= ASSIGNED TASK =
Please tally the lines of the listing that hold the string "Jazmín", and reply with that total only.

= EXERCISE DATA =

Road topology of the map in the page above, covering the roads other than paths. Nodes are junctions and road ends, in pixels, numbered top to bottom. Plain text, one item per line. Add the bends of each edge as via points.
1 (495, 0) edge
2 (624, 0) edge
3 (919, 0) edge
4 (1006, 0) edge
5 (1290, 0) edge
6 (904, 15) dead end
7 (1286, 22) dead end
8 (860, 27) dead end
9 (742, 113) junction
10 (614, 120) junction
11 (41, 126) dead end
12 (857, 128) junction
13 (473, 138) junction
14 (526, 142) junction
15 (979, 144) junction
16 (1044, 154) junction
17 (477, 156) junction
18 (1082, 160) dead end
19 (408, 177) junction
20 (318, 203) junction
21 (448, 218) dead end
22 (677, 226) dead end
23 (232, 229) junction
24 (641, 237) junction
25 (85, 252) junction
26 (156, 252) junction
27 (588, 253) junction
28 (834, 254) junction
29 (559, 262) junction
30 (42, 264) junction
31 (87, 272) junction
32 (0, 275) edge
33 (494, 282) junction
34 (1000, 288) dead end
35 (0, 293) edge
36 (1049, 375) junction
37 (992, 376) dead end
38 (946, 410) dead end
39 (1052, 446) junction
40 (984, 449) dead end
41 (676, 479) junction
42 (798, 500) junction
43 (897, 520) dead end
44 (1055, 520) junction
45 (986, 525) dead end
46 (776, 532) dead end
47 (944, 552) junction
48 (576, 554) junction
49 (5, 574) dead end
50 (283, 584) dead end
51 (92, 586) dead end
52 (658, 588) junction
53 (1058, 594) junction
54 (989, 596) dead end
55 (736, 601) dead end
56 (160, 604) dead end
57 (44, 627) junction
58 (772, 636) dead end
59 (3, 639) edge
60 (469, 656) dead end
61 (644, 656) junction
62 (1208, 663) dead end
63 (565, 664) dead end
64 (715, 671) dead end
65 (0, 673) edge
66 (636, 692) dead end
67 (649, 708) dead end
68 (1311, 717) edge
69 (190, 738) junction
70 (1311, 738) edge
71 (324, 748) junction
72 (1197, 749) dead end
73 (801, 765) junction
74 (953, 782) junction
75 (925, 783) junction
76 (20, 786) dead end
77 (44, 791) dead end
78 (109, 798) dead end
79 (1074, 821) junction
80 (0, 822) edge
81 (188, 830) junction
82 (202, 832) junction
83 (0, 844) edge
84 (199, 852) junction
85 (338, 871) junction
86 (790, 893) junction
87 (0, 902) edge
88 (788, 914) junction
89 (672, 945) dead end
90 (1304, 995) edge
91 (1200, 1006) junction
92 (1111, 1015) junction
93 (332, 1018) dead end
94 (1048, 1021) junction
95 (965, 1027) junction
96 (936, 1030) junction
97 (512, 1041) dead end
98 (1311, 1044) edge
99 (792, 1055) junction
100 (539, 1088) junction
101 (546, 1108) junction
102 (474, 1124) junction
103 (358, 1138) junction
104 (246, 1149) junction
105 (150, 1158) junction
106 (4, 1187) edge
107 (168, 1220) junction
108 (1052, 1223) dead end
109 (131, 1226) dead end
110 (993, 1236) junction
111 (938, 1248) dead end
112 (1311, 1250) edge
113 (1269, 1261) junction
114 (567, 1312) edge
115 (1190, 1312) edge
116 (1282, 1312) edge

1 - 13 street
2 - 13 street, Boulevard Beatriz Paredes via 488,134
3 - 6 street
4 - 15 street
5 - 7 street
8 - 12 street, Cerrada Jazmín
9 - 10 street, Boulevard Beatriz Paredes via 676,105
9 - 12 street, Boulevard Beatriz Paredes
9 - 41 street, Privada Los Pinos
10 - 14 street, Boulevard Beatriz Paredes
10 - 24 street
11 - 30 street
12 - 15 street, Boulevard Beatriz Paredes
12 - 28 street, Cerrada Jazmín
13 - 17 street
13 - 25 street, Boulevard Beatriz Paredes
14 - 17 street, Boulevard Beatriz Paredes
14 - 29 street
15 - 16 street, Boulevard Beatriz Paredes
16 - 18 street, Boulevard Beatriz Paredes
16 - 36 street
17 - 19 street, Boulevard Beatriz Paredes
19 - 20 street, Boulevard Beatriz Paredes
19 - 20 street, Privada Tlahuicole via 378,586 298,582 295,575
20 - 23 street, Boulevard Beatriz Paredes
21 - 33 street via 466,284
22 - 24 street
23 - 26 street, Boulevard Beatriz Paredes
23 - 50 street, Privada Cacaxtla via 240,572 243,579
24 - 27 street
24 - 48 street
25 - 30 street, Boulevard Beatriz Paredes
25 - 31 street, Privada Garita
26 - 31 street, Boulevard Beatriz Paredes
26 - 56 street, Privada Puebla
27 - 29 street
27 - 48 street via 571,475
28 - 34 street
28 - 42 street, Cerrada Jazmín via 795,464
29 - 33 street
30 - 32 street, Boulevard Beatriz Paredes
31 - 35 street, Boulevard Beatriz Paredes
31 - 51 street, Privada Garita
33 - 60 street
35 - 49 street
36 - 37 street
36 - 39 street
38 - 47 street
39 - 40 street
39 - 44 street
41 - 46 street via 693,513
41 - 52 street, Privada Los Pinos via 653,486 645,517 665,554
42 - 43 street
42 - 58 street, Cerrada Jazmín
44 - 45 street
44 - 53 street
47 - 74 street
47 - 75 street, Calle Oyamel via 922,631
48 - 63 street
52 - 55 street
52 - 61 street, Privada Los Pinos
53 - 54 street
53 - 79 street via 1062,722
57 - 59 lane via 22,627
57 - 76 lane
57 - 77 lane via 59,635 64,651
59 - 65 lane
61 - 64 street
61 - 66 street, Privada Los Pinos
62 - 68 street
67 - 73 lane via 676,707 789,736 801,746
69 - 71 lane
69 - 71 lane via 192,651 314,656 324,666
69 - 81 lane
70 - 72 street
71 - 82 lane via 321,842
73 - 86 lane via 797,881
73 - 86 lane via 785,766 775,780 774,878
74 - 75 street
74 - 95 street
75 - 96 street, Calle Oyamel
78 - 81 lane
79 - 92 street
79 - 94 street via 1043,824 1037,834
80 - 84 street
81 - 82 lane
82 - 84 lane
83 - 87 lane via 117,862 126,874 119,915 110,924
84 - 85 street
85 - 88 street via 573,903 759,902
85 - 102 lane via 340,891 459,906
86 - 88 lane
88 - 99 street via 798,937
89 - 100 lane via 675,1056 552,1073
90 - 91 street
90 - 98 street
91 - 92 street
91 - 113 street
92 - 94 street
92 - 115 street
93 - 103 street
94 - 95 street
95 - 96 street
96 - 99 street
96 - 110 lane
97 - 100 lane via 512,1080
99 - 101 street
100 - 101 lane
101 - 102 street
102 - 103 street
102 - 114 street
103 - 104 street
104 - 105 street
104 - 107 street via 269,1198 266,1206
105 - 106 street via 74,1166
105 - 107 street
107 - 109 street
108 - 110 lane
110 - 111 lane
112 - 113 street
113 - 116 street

= RESPONSE TO THIS TASK =
4